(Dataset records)
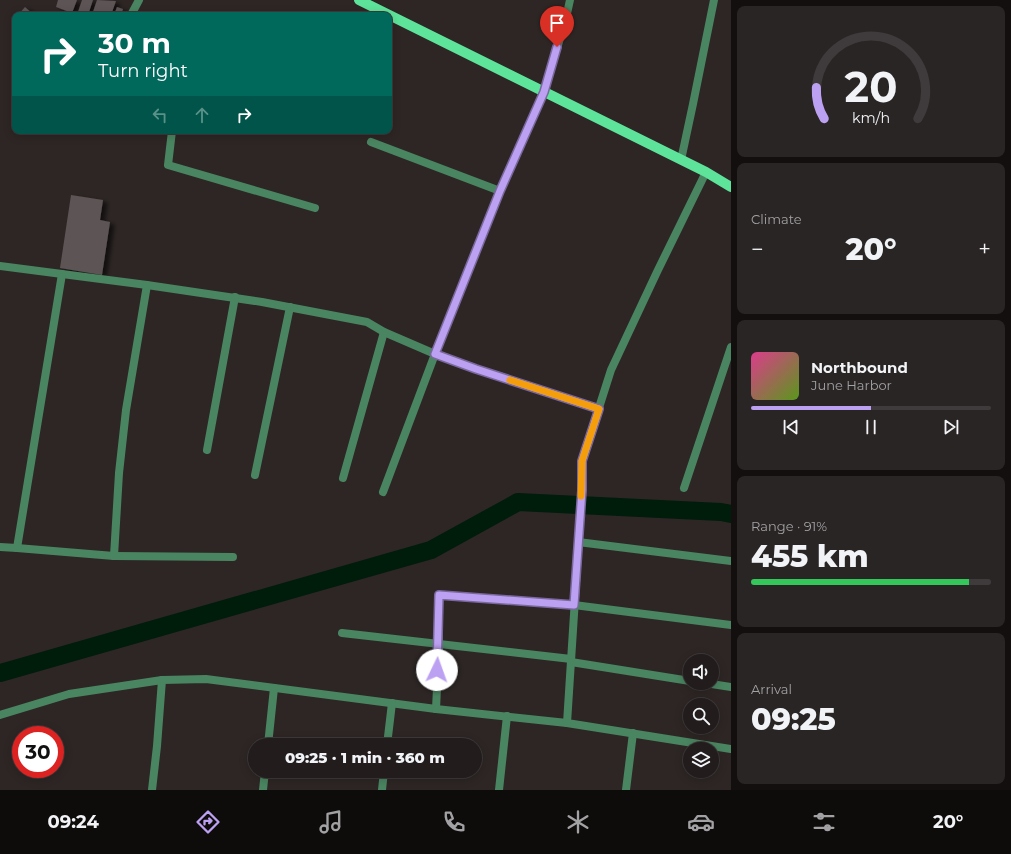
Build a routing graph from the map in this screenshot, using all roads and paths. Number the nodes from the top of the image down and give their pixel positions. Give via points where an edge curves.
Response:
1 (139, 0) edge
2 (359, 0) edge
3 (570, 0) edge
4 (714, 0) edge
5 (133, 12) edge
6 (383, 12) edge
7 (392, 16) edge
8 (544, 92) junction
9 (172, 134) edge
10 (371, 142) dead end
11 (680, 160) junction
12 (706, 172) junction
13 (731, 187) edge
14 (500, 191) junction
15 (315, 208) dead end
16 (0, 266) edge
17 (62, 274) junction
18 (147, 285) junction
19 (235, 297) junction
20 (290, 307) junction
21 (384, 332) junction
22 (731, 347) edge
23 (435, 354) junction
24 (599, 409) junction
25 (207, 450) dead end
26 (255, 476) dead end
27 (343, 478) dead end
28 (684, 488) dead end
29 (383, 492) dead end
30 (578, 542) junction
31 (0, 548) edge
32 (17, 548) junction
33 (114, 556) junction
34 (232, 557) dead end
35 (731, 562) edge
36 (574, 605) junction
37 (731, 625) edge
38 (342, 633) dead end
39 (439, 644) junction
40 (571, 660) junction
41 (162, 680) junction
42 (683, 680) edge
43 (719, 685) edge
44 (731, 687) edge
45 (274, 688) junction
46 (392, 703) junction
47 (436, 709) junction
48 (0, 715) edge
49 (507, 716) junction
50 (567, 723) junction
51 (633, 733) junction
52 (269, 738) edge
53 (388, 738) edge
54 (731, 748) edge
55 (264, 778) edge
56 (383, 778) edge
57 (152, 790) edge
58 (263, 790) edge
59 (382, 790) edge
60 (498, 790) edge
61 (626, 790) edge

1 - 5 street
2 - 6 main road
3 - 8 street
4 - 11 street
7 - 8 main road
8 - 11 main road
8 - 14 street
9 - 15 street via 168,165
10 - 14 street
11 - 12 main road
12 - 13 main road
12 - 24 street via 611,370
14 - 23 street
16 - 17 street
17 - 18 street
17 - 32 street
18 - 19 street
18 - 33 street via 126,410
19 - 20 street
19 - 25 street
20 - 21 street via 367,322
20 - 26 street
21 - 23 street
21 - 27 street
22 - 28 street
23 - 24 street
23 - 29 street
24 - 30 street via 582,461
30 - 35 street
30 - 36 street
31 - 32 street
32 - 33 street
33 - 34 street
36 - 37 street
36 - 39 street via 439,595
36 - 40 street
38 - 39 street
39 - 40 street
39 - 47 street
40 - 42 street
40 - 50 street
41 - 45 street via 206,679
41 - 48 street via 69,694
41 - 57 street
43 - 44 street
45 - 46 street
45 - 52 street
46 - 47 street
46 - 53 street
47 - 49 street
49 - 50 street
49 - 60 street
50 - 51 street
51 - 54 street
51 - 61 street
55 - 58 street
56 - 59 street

- **Exercise details**
Quote every record above exactly, leaving out any pictures.

- **Reply**
Build a routing graph from the map in this screenshot, using all roads and paths. Number the nodes from the top of the image down and give their pixel positions. Give via points where an edge curves.
Response:
1 (139, 0) edge
2 (359, 0) edge
3 (570, 0) edge
4 (714, 0) edge
5 (133, 12) edge
6 (383, 12) edge
7 (392, 16) edge
8 (544, 92) junction
9 (172, 134) edge
10 (371, 142) dead end
11 (680, 160) junction
12 (706, 172) junction
13 (731, 187) edge
14 (500, 191) junction
15 (315, 208) dead end
16 (0, 266) edge
17 (62, 274) junction
18 (147, 285) junction
19 (235, 297) junction
20 (290, 307) junction
21 (384, 332) junction
22 (731, 347) edge
23 (435, 354) junction
24 (599, 409) junction
25 (207, 450) dead end
26 (255, 476) dead end
27 (343, 478) dead end
28 (684, 488) dead end
29 (383, 492) dead end
30 (578, 542) junction
31 (0, 548) edge
32 (17, 548) junction
33 (114, 556) junction
34 (232, 557) dead end
35 (731, 562) edge
36 (574, 605) junction
37 (731, 625) edge
38 (342, 633) dead end
39 (439, 644) junction
40 (571, 660) junction
41 (162, 680) junction
42 (683, 680) edge
43 (719, 685) edge
44 (731, 687) edge
45 (274, 688) junction
46 (392, 703) junction
47 (436, 709) junction
48 (0, 715) edge
49 (507, 716) junction
50 (567, 723) junction
51 (633, 733) junction
52 (269, 738) edge
53 (388, 738) edge
54 (731, 748) edge
55 (264, 778) edge
56 (383, 778) edge
57 (152, 790) edge
58 (263, 790) edge
59 (382, 790) edge
60 (498, 790) edge
61 (626, 790) edge

1 - 5 street
2 - 6 main road
3 - 8 street
4 - 11 street
7 - 8 main road
8 - 11 main road
8 - 14 street
9 - 15 street via 168,165
10 - 14 street
11 - 12 main road
12 - 13 main road
12 - 24 street via 611,370
14 - 23 street
16 - 17 street
17 - 18 street
17 - 32 street
18 - 19 street
18 - 33 street via 126,410
19 - 20 street
19 - 25 street
20 - 21 street via 367,322
20 - 26 street
21 - 23 street
21 - 27 street
22 - 28 street
23 - 24 street
23 - 29 street
24 - 30 street via 582,461
30 - 35 street
30 - 36 street
31 - 32 street
32 - 33 street
33 - 34 street
36 - 37 street
36 - 39 street via 439,595
36 - 40 street
38 - 39 street
39 - 40 street
39 - 47 street
40 - 42 street
40 - 50 street
41 - 45 street via 206,679
41 - 48 street via 69,694
41 - 57 street
43 - 44 street
45 - 46 street
45 - 52 street
46 - 47 street
46 - 53 street
47 - 49 street
49 - 50 street
49 - 60 street
50 - 51 street
51 - 54 street
51 - 61 street
55 - 58 street
56 - 59 street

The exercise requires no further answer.